NCAA Basketball: Baylor at Texas Scott Wachter-USA TODAY Sports

AUSTIN, Texas — The No. 21 Texas Longhorns played a tougher, more physical game than they did in a blowout in Waco two weeks ago, but the No. 3 Baylor Bears made more shots down the stretch in the 68-61 win at the Erwin Center on Monday in front of a sellout crowd, including three big baskets down the stretch during a decisive 9-0 run starting with 5:21 remaining and the game tied.

Baylor guards Adam Flagler and James Akinjo combined for seven of those points — a nifty up-and-under layup by Flagler followed by a three in transition and a jumper by Akinjo — as they dominated the second half. And Texas was unable to respond with shot making of their own going almost five minutes without a basket.

During that stretch, senior forward Timmy Allen, senior guard Marcus Carr, and senior guard Courtney Ramey all combined to miss four layups and Carr missed two threes. By the time that senior forward Christian Bishop finally finished a layup on Ramey’s miss, Texas was down 63-56 with 1:36 remaining and the game was effectively over.

“Obviously the outcome of the game is disappointing for us, but it cannot and it should not take away from the last game ever at the Erwin Center, a sellout, a great environment, two top-25 teams playing,” Texas head coach Chris Beard said. “I thought it was a great game, a great atmosphere... I know our players and our team wanted so badly to win this game for people other than ourselves.”

Instead, the Bears won for the 12th time in the last 13 games against the Longhorns.

In the second half, Flagler scored 16 points with four three-pointers and Akinjo added 15 points, eight rebounds, and three assists, playing a high-level floor game as he attacked Texas bigs on switches.

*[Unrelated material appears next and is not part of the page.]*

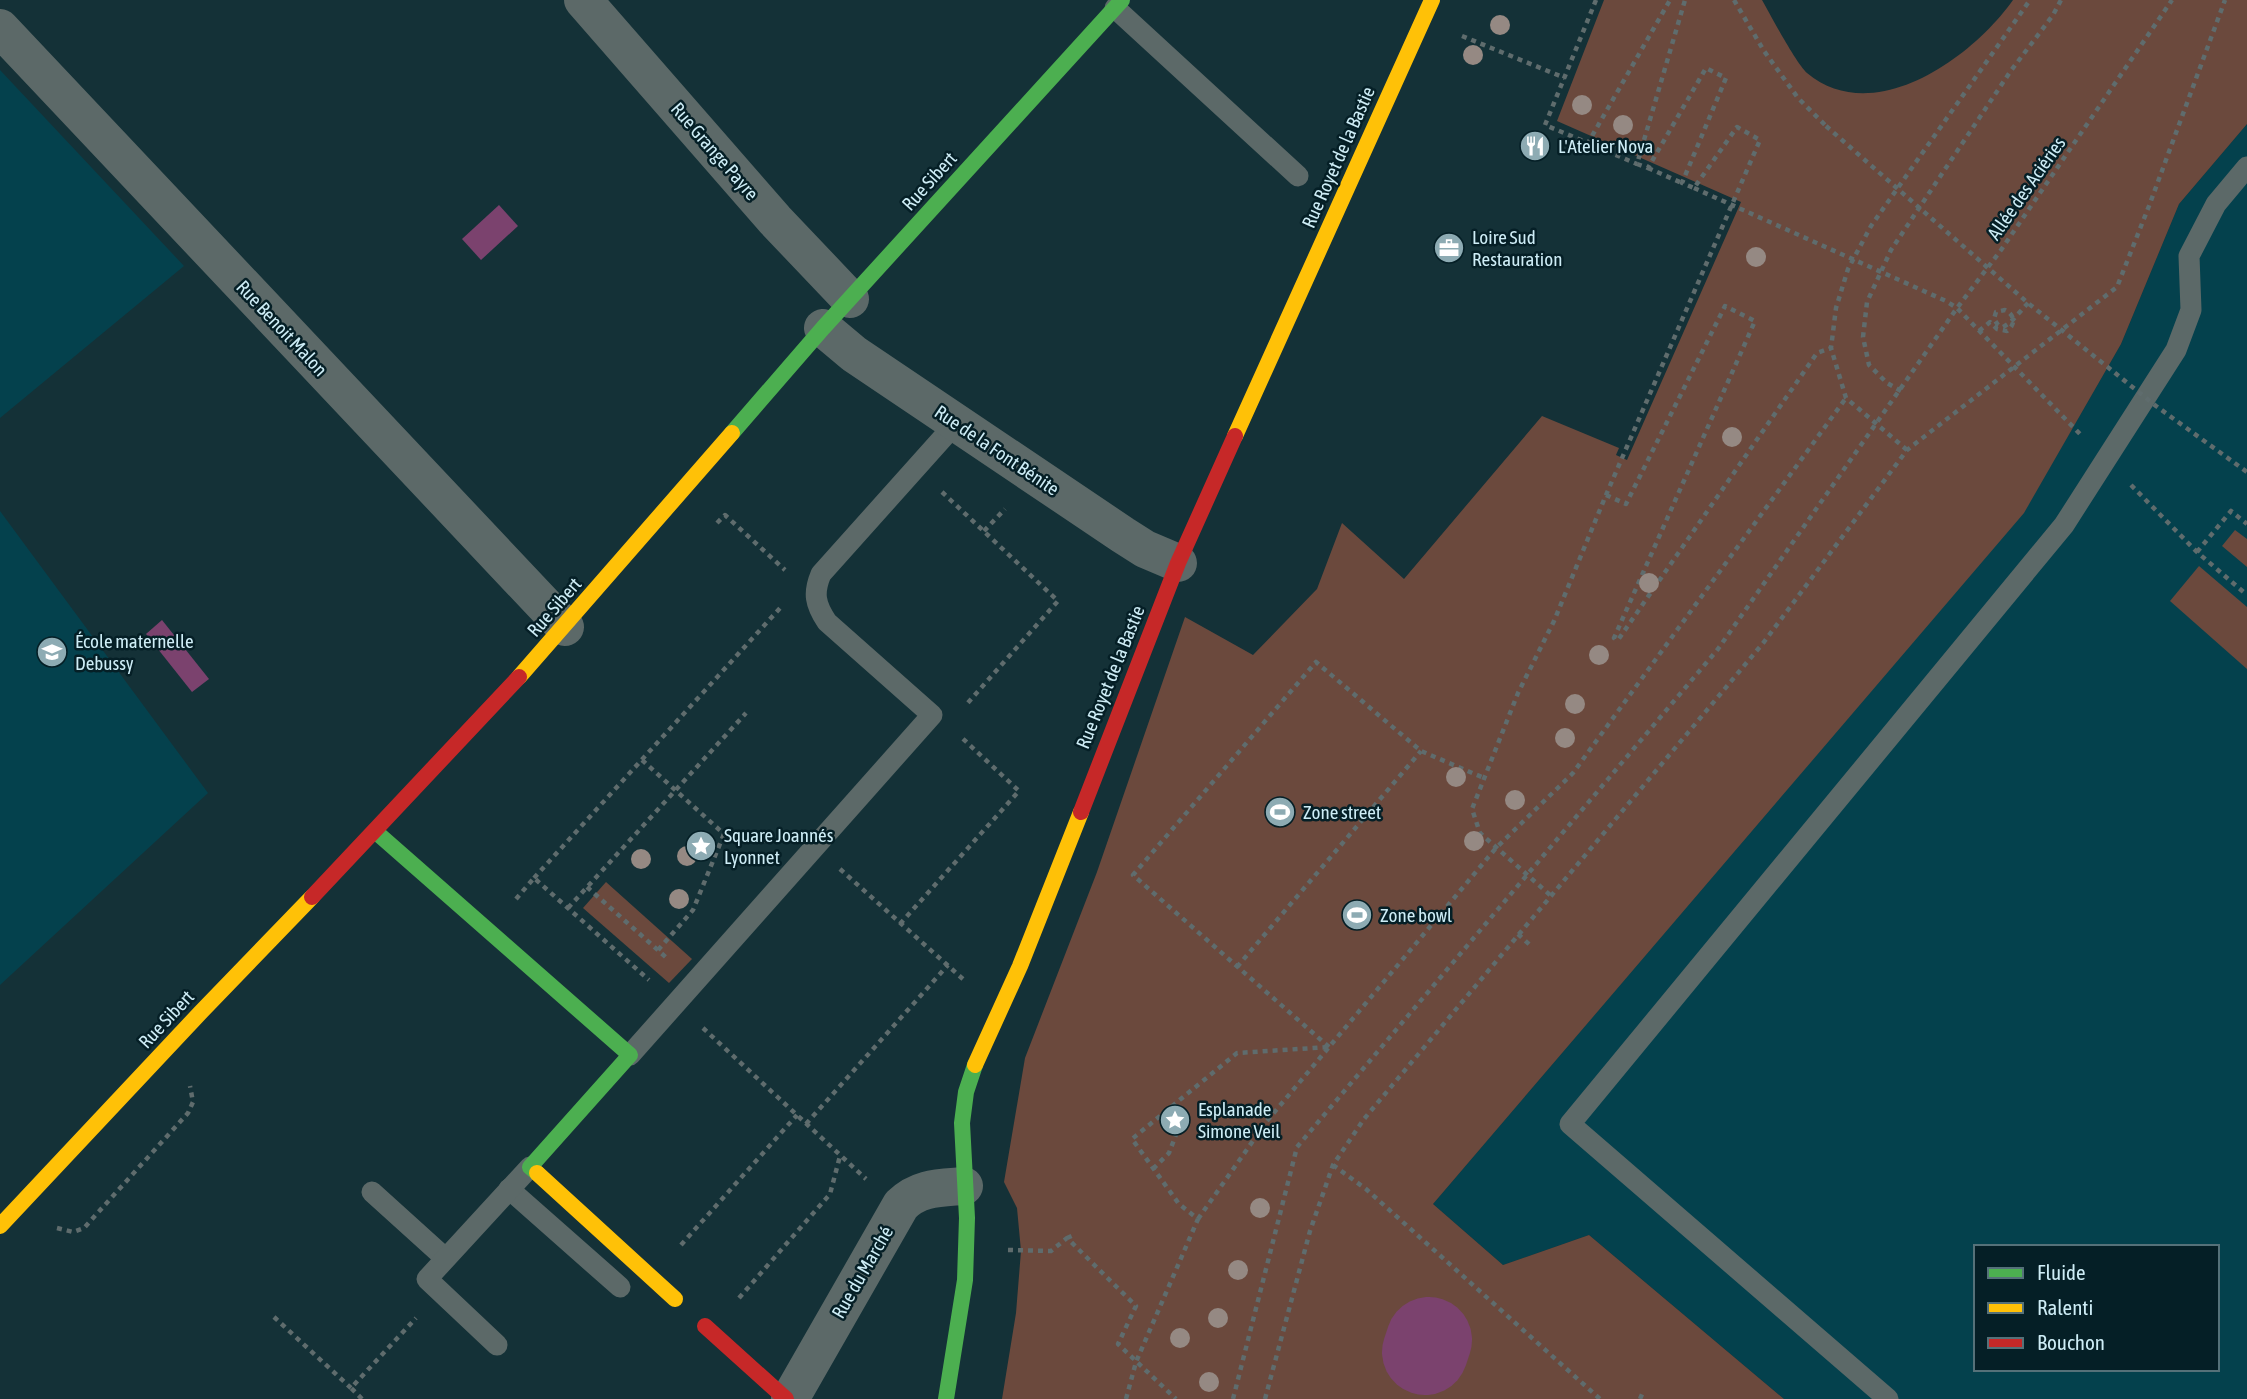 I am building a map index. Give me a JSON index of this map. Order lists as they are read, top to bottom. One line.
{"streets":{"street":["Rue Grange Payre","Rue Royet de la Bastie","Rue Sibert","Rue Benoit Malon","Rue de la Font Bénite","Rue du Marché"],"path":["Allée des Aciéries"]},"crossings":[["Rue Grange Payre","Rue Sibert"],["Rue Royet de la Bastie","Rue de la Font Bénite"],["Rue Royet de la Bastie","Rue du Marché"],["Rue Sibert","Rue Benoit Malon"],["Rue Sibert","Rue de la Font Bénite"]],"places":{"restaurant":["L'Atelier Nova"],"office":["Loire Sud Restauration"],"school or university":["École maternelle Debussy"],"sports":["Zone street","Zone bowl"],"place":["Square Joannés Lyonnet","Esplanade Simone Veil"]},"legend":["Fluide","Ralenti","Bouchon"]}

Even when Baylor missed shots, especially right after halftime, the Bears dominated on the offensive glass, finishing the second half with nine offensive rebounds and 15 second-chance points. Both Flagler and Akinjo attributed the second-half success to effective halftime adjustments as Baylor spread the court, let Akinjo work, and took advantage of smaller Texas players trying to block out bigger opponents.

By the under-12 timeout, Baylor had seven offensive rebounds and 10 second-chance points in the second half. The Bears also cut down on turnovers in the second half, finding their footing against a Longhorns defense that often trapped ball handlers on pick-and-roll actions and limiting easy baskets by Texas in transition.

Meanwhile, Longhorns head coach Chris Beard estimated that 17 or 18 of the 23 three-point attempts were good looks Texas wants to take every game, but his team just couldn’t convert, shooting only 17.4 percent from beyond the arc. Carr had three of the makes on eight attempts as senior guard Andrew Jones was 0-for-7 shooting and senior guard Jase Febres was 1-for-7 shooting.

“You know, people don’t like to hear, it but basketball is a game of making shots,” Beard said. “It really is. Tonight, Jones, Febres, and Ramey got some great looks.”

Texas wasn’t good enough on their “finish” shots, either — attempts around the rim, where the Horns have a goal to convert at an 80-percent rate. On Monday, they fell short, converting 11-of-19 layups, well short of the target at 57.9 percent. In a rugged, physical game with plenty of contact, Texas also lost the ball several times on potential fouls, though Beard wasn’t willing to make excuses after the game, once again emphasizing the need for his players to demand foul calls from the officials.

Allen, who finished 3-of-9 shooting with most of his misses coming around the basket, also admitted that he might have missed some open shooters, but as Beard noted, those shooters were missing, too.

In the first 10 minutes, the team’s combined for nine turnovers and Baylor had a scoreless drought of more than six minutes, settling mostly for long jumpshots and missing. Texas struggled to take advantage, suffering through three and a half minutes without a point, finally broken by Allen at the free-throw line after an aggressive drive to the basket. When Allen found Jones alone under the basket for a layup, the lead was up to 16-9 for the Longhorns at the under-eight timeout thanks to the slow 8-0 run.

Texas was largely able to defend without fouling as Baylor missed eight of its first nine three-point attempts and the Bears weren’t able to impact the Longhorns around the basket as much as in the loss in Waco, failing to block a shot until the final shot attempt of the first half.

Carr ignited the crowd with a lob to Bishop for a dunk and Ramey made his first basket on a fadeaway jumper with 5:23 remaining in the first half, but wing Kendall Brown kept Baylor close, hitting a three and then finishing through contact at the under-four timeout, but couldn’t convert the free throw.

Keyed by Brown, the Bears start heating up from the field, hitting 6-of-8 shots to take a 27-26 lead with 1:11 remaining in the half. Brown finished the first half with a game-high 12 points, enough to allow Baylor a chance to win over the final 20 minutes, which they did, outscoring Texas 41-31.

“We’ve just got to turn the corner in March — that’s always been our plan,” Beard said. “So it hurts tonight, but we wake up tomorrow and play basketball for the University of Texas.